From owner-cvs-all@FreeBSD.ORG  Mon Jul  7 20:42:27 2008
Return-Path: <owner-cvs-all@FreeBSD.ORG>
Delivered-To: cvs-all@FreeBSD.org
Received: from mx1.freebsd.org (mx1.freebsd.org [IPv6:2001:4f8:fff6::34])
	by hub.freebsd.org (Postfix) with ESMTP id 0E8231065678
	for <cvs-all@FreeBSD.org>; Mon,  7 Jul 2008 20:42:27 +0000 (UTC)
	(envelope-from julian@elischer.org)
Received: from outQ.internet-mail-service.net (outq.internet-mail-service.net
	[216.240.47.240])
	by mx1.freebsd.org (Postfix) with ESMTP id E654B8FC29
	for <cvs-all@FreeBSD.org>; Mon,  7 Jul 2008 20:42:26 +0000 (UTC)
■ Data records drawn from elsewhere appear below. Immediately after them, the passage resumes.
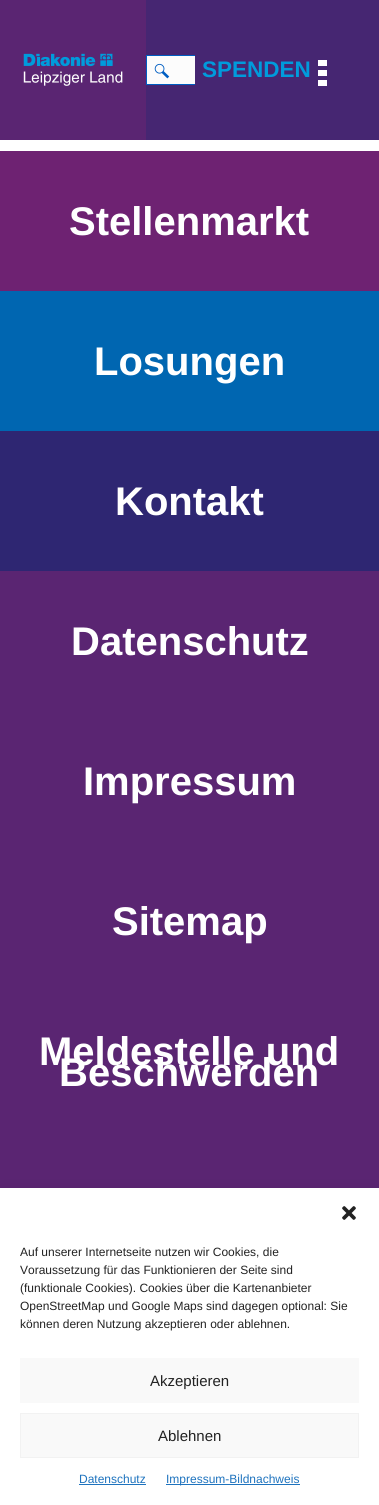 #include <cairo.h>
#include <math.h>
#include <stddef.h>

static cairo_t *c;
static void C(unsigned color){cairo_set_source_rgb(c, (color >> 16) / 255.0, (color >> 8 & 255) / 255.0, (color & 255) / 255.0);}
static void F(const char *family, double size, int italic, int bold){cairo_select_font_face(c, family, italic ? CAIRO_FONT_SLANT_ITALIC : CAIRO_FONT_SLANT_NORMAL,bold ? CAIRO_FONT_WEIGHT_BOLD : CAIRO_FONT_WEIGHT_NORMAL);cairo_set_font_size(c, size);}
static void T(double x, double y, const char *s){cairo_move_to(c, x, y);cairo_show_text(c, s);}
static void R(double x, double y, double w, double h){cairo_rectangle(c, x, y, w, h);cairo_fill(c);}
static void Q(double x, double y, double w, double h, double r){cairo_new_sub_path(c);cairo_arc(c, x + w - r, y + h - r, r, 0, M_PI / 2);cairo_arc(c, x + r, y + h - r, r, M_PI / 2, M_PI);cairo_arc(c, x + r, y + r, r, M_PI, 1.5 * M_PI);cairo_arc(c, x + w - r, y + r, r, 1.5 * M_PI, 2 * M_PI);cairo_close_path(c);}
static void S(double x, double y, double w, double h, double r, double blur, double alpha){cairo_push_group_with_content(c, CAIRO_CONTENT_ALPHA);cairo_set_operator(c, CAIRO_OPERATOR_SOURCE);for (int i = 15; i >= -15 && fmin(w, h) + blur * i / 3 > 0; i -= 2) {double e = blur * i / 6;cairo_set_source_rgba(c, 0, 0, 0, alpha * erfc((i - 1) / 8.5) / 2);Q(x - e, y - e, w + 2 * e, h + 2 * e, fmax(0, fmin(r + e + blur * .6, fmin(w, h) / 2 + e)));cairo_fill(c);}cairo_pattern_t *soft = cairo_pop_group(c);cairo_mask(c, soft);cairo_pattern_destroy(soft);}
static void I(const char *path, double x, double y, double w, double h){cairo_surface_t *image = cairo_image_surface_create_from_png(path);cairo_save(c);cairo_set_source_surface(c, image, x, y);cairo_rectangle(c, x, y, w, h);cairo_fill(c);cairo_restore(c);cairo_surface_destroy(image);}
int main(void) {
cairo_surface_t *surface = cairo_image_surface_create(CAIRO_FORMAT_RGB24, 379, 1505);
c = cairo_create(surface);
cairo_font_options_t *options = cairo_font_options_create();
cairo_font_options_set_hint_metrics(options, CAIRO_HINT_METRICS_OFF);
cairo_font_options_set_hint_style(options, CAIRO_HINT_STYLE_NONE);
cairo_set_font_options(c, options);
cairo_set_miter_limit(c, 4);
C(0x5a2572);
cairo_paint(c);
C(0x462672);
R(146,0,233,140);
I("1.png",23,53,100,33);
C(0xfcfcfc);
R(147,56,48,28);
I("2.png",154,63,16,16);
cairo_rectangle(c,146.5,55.5,50,29);
C(0x005ec2);
cairo_set_line_width(c,1);
cairo_stroke(c);
C(0x462672);
R(195,55,2,30);
F("Liberation Sans",22.5,0,1);
C(0x009bdc);
T(202,77,"SPENDEN");
C(0xffffff);
R(318,70,9,6);
R(318,60,9,6);
R(318,80,9,6);
R(0,140,379,11);
C(0x6e2272);
R(0,151,379,140);
F("Liberation Sans",40,0,1);
C(0xffffff);
T(69,235,"Stellenmarkt");
C(0x0066b1);
R(0,291,379,140);
C(0xffffff);
T(94,375,"Losungen");
C(0x2e2672);
R(0,431,379,140);
C(0xffffff);
T(115,515,"Kontakt");
T(71,655,"Datenschutz");
T(83,795,"Impressum");
T(112,935,"Sitemap");
T(39,1065,"Meldestelle und");
T(59,1086,"Beschwerden");
C(0x000000);
S(0,1198,379,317,0,10,.19);
C(0xffffff);
R(0,1188,379,317);
I("3.png",342,1206,14,14);
F("Liberation Sans",12,0,0);
C(0x222222);
T(20,1256,"Auf unserer Internetseite nutzen wir Cookies, die");
T(20,1274,"Voraussetzung für das Funktionieren der Seite sind");
T(20,1292,"(funktionale Cookies). Cookies über die Kartenanbieter");
T(20,1310,"OpenStreetMap und Google Maps sind dagegen optional: Sie");
T(20,1328,"können deren Nutzung akzeptieren oder ablehnen.");
C(0xf9f9f9);
R(20,1358,339,45);
F("Liberation Sans",15,0,0);
C(0x222222);
T(150,1386,"Akzeptieren");
C(0xf9f9f9);
cairo_rectangle(c,20.5,1413.5,338,44);
cairo_fill_preserve(c);
C(0xf2f2f2);
cairo_stroke(c);
C(0x222222);
T(158,1441,"Ablehnen");
F("Liberation Sans",12,0,0);
C(0x1e73be);
T(79,1483,"Datenschutz");
R(79,1484,67,1);
R(166,1484,134,1);
T(166,1483,"Impressum-Bildnachweis");
cairo_surface_write_to_png(surface, "o.png");
cairo_font_options_destroy(options);
cairo_destroy(c);
cairo_surface_destroy(surface);
return 0;
}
	(envelope-from julian@elischer.org)
Received: from idiom.com (mx0.idiom.com [216.240.32.160])
	by out.internet-mail-service.net (Postfix) with ESMTP id 82A7B23F9;
	Mon,  7 Jul 2008 13:28:10 -0700 (PDT)
Received: from julian-mac.elischer.org (localhost [127.0.0.1])
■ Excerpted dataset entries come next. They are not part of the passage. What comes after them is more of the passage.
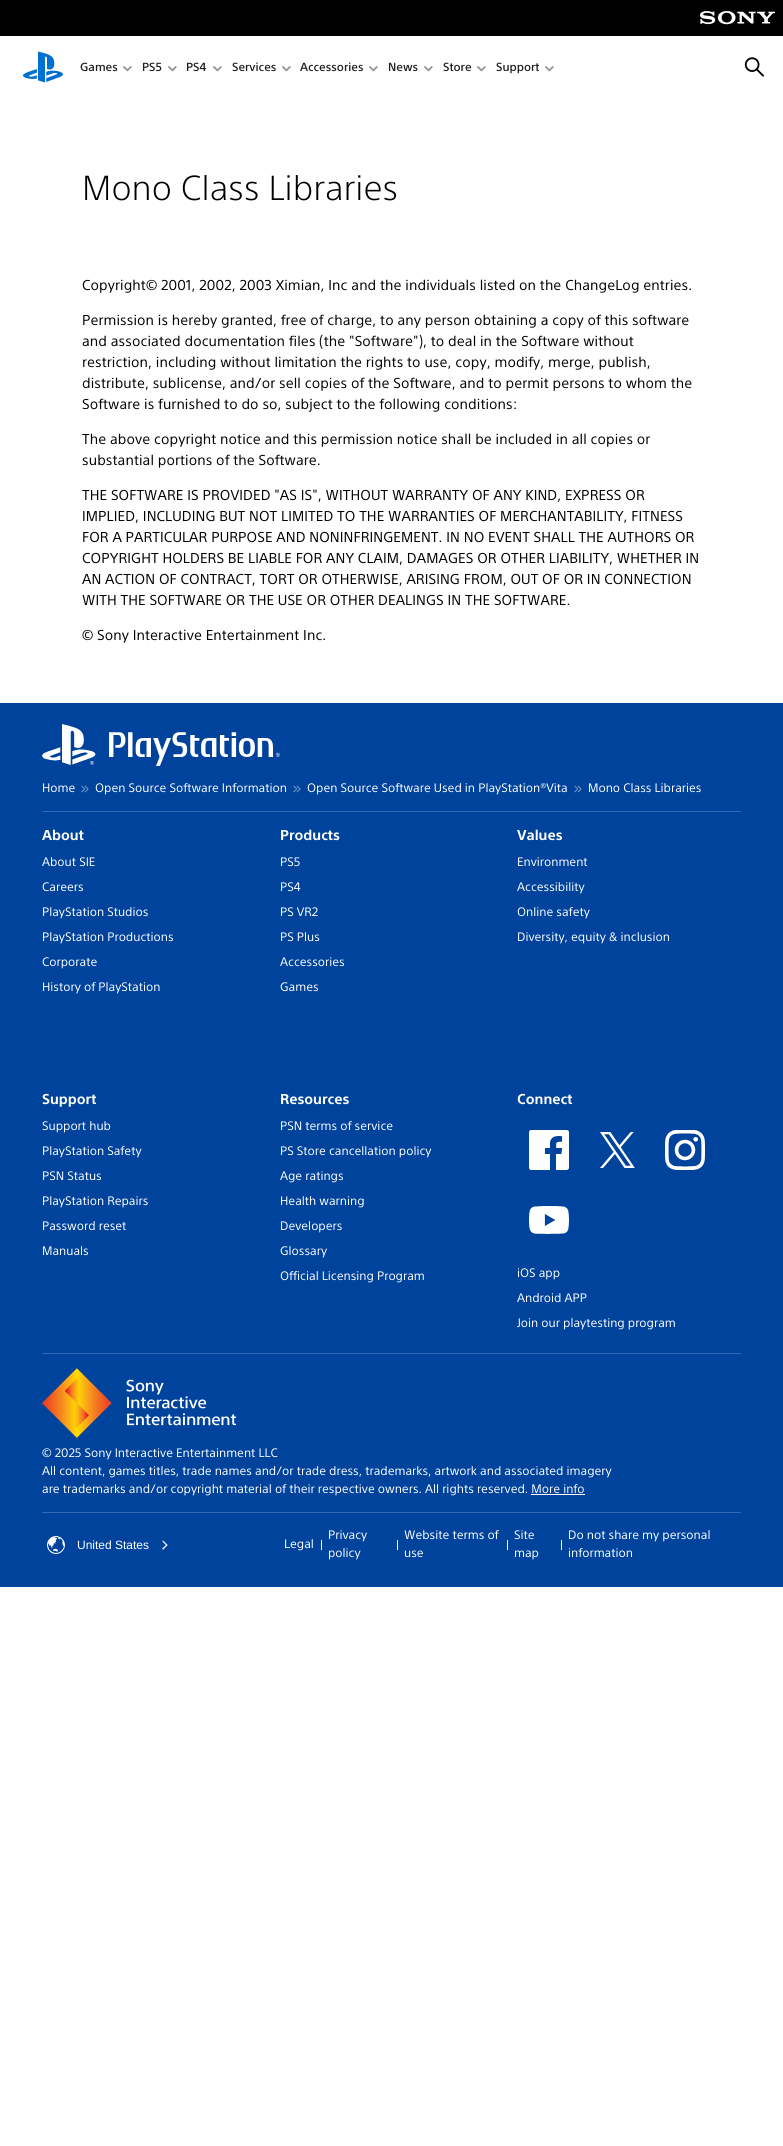 import math
import cairo

surface = cairo.ImageSurface(cairo.FORMAT_RGB24, 783, 2146)
c = cairo.Context(surface)
options = cairo.FontOptions()
options.set_hint_metrics(cairo.HINT_METRICS_OFF)
options.set_hint_style(cairo.HINT_STYLE_NONE)
c.set_font_options(options)
c.set_miter_limit(4)
def C(code):
 c.set_source_rgb(*(v / 255 for v in bytes.fromhex(code[-6:])))
def F(family, size, italic, bold):
 c.select_font_face(family, cairo.FONT_SLANT_ITALIC if italic else cairo.FONT_SLANT_NORMAL, cairo.FONT_WEIGHT_BOLD if bold else cairo.FONT_WEIGHT_NORMAL)
 c.set_font_size(size)
def T(x, y, s):
 c.move_to(x, y)
 c.show_text(s)
def L(x, y, s, letter, word):
 c.move_to(x, y)
 for ch in s:
  c.show_text(ch)
  c.rel_move_to(letter + word * (ch == ' '), 0)
def R(x, y, w, h):
 c.rectangle(x, y, w, h)
 c.fill()
def I(path, x, y, w, h):
 c.save()
 c.set_source_surface(cairo.ImageSurface.create_from_png(path), x, y)
 c.rectangle(x, y, w, h)
 c.fill()
 c.restore()
C('ffffff')
c.paint()
C('000000')
R(0,0,783,36)
I('1.png',700,11,75,14)
I('2.png',23,51,40,32)
F('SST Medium',11.5,0,0)
C('1f1f1f')
T(80,71,'Games')
I('3.png',123,66,9,6)
T(142,71,'PS5')
I('3.png',168,66,9,6)
T(186,71,'PS4')
I('3.png',213,66,9,6)
T(232,71,'Services')
I('3.png',282,66,9,6)
T(300,71,'Accessories')
I('3.png',369,66,9,6)
T(388,71,'News')
I('3.png',424,66,9,6)
T(443,71,'Store')
I('3.png',477,66,9,6)
T(496,71,'Support')
I('3.png',545,66,9,6)
I('4.png',744,57,20,20)
F('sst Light',34,0,0)
C('000000')
L(82,200,'Mono Class Libraries',.1,0)
F('sst',14,0,0)
L(82,290,'Copyright© 2001, 2002, 2003 Ximian, Inc and the individuals listed on the ChangeLog entries.',.1,0)
L(82,325,'Permission is hereby granted, free of charge, to any person obtaining a copy of this software',.1,0)
L(82,346,'and associated documentation files (the "Software"), to deal in the Software without',.1,0)
L(82,367,'restriction, including without limitation the rights to use, copy, modify, merge, publish,',.1,0)
L(82,388,'distribute, sublicense, and/or sell copies of the Software, and to permit persons to whom the',.1,0)
L(82,409,'Software is furnished to do so, subject to the following conditions:',.1,0)
L(82,444,'The above copyright notice and this permission notice shall be included in all copies or',.1,0)
L(82,465,'substantial portions of the Software.',.1,0)
L(82,500,'THE SOFTWARE IS PROVIDED "AS IS", WITHOUT WARRANTY OF ANY KIND, EXPRESS OR',.1,0)
L(82,521,'IMPLIED, INCLUDING BUT NOT LIMITED TO THE WARRANTIES OF MERCHANTABILITY, FITNESS',.1,0)
L(82,542,'FOR A PARTICULAR PURPOSE AND NONINFRINGEMENT. IN NO EVENT SHALL THE AUTHORS OR',.1,0)
L(82,563,'COPYRIGHT HOLDERS BE LIABLE FOR ANY CLAIM, DAMAGES OR OTHER LIABILITY, WHETHER IN',.1,0)
L(82,584,'AN ACTION OF CONTRACT, TORT OR OTHERWISE, ARISING FROM, OUT OF OR IN CONNECTION',.1,0)
L(82,605,'WITH THE SOFTWARE OR THE USE OR OTHER DEALINGS IN THE SOFTWARE.',.1,0)
L(82,640,'© Sony Interactive Entertainment Inc.',.1,0)
C('00439c')
R(0,703,783,884)
I('5.png',42,724,238,42)
F('sst',12,0,0)
C('ffffff')
T(42,792,'Home')
I('6.png',81,785,8,8)
T(95,792,'Open Source Software Information')
I('6.png',293,785,8,8)
T(307,792,'Open Source Software Used in PlayStation®Vita')
I('6.png',574,785,8,8)
T(588,792,'Mono Class Libraries')
C('3369b0')
R(42,811,699,1)
F('sst',14,0,1)
C('ffffff')
T(42,840,'About')
F('sst',12,0,0)
T(42,866,'About SIE')
T(42,891,'Careers')
T(42,916,'PlayStation Studios')
T(42,941,'PlayStation Productions')
T(42,966,'Corporate')
T(42,991,'History of PlayStation')
F('sst',14,0,1)
T(280,840,'Products')
F('sst',12,0,0)
T(280,866,'PS5')
T(280,891,'PS4')
T(280,916,'PS VR2')
T(280,941,'PS Plus')
T(280,966,'Accessories')
T(280,991,'Games')
F('sst',14,0,1)
T(517,840,'Values')
F('sst',12,0,0)
T(517,866,'Environment')
T(517,891,'Accessibility')
T(517,916,'Online safety')
T(517,941,'Diversity, equity & inclusion')
F('sst',14,0,1)
T(42,1104,'Support')
F('sst',12,0,0)
T(42,1130,'Support hub')
T(42,1155,'PlayStation Safety')
T(42,1180,'PSN Status')
T(42,1205,'PlayStation Repairs')
T(42,1230,'Password reset')
T(42,1255,'Manuals')
F('sst',14,0,1)
T(280,1104,'Resources')
F('sst',12,0,0)
T(280,1130,'PSN terms of service')
T(280,1155,'PS Store cancellation policy')
T(280,1180,'Age ratings')
T(280,1205,'Health warning')
T(280,1230,'Developers')
T(280,1255,'Glossary')
T(280,1280,'Official Licensing Program')
F('sst',14,0,1)
T(517,1104,'Connect')
I('7.png',529,1130,40,40)
I('8.png',600,1132,35,36)
I('9.png',665,1130,40,40)
I('10.png',529,1206,40,28)
F('sst',12,0,0)
T(517,1277,'iOS app')
T(517,1302,'Android APP')
T(517,1327,'Join our playtesting program')
C('3369b0')
R(42,1353,699,1)
I('11.png',42,1368,195,70)
C('ffffff')
T(42,1457,'© 2025 Sony Interactive Entertainment LLC')
T(42,1475,'All content, games titles, trade names and/or trade dress, trademarks, artwork and associated imagery')
T(42,1493,'are trademarks and/or copyright material of their respective owners. All rights reserved. More info')
R(531,1494,54,1)
C('3369b0')
R(42,1512,699,1)
I('12.png',47,1536,18,18)
F('Liberation Sans',12,0,0)
C('ffffff')
T(77,1549,'United States')
I('13.png',162,1540,6,10)
F('sst',12,0,0)
T(284,1548,'Legal')
R(321,1540,1,10)
T(328,1539,'Privacy')
T(328,1557,'policy')
R(397,1540,1,10)
T(404,1539,'Website terms of')
T(404,1557,'use')
R(507,1540,1,10)
T(514,1539,'Site')
T(514,1557,'map')
R(561,1540,1,10)
T(568,1539,'Do not share my personal')
T(568,1557,'information')
surface.write_to_png('o.png')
	by idiom.com (Postfix) with ESMTP id DC4AA2D6022;
	Mon,  7 Jul 2008 13:27:35 -0700 (PDT)
Message-ID: <48727C37.9080001@elischer.org>
Date: Mon, 07 Jul 2008 13:27:35 -0700
From: Julian Elischer <julian@elischer.org>
User-Agent: Thunderbird 2.0.0.14 (Macintosh/20080421)
MIME-Version: 1.0
To: Alfred Perlstein <alfred@freebsd.org>
References: <200807071057.m67Av9WD014167@repoman.freebsd.org>
	<20080707121042.W63144@fledge.watson.org>
	<48720552.9000605@freebsd.org>
	<20080707200418.GE95574@elvis.mu.org>
In-Reply-To: <20080707200418.GE95574@elvis.mu.org>
Content-Type: text/plain; charset=ISO-8859-1; format=flowed
Content-Transfer-Encoding: 7bit
Cc: Robert Watson <rwatson@FreeBSD.org>, src-committers@FreeBSD.org,
	Andre Oppermann <andre@freebsd.org>, cvs-all@FreeBSD.org,
	cvs-src@FreeBSD.org
Subject: Re: cvs commit: src/sys/netinet udp_usrreq.c
X-BeenThere: cvs-all@freebsd.org
X-Mailman-Version: 2.1.5
Precedence: list
List-Id: CVS commit messages for the entire tree <cvs-all.freebsd.org>
List-Unsubscribe: <http://lists.freebsd.org/mailman/listinfo/cvs-all>,
	<mailto:cvs-all-request@freebsd.org?subject=unsubscribe>
List-Archive: <http://lists.freebsd.org/pipermail/cvs-all>
List-Post: <mailto:cvs-all@freebsd.org>
List-Help: <mailto:cvs-all-request@freebsd.org?subject=help>
List-Subscribe: <http://lists.freebsd.org/mailman/listinfo/cvs-all>,
	<mailto:cvs-all-request@freebsd.org?subject=subscribe>
X-List-Received-Date: Mon, 07 Jul 2008 20:42:27 -0000

Alfred Perlstein wrote:
> * Andre Oppermann <andre@freebsd.org> [080707 05:01] wrote:
>> Robert Watson wrote:
>>> On Mon, 7 Jul 2008, Robert Watson wrote:
>>>
>>>> rwatson     2008-07-07 10:56:55 UTC
>>>>
>>>> FreeBSD src repository
>>>>
>>>> Modified files:
>>>>   sys/netinet          udp_usrreq.c
>>>> Log:
>>>> SVN rev 180344 on 2008-07-07 10:56:55Z by rwatson
>>>>
>>>> First step towards parallel transmit in UDP: if neither a specific
>>>> source or a specific destination address is requested as part of a send
>>>> on a UDP socket, read lock the inpcb rather than write lock it.  This
>>>> will allow fully parallel transmit down to the IP layer when sending
>>>> simultaneously from multiple threads on a connected UDP socket.
>>>>
>>>> Parallel transmit for more complex cases, such as when sendto(2) is
>>>> invoked with an address and there's already a local binding, will
>>>> follow.
>>> This change doesn't help the particularly interesting applications, such 
>>> as named, etc, as they usually call sendto() with an address rather than 
>>> connect() the UDP socket, but upcoming changes should address that.  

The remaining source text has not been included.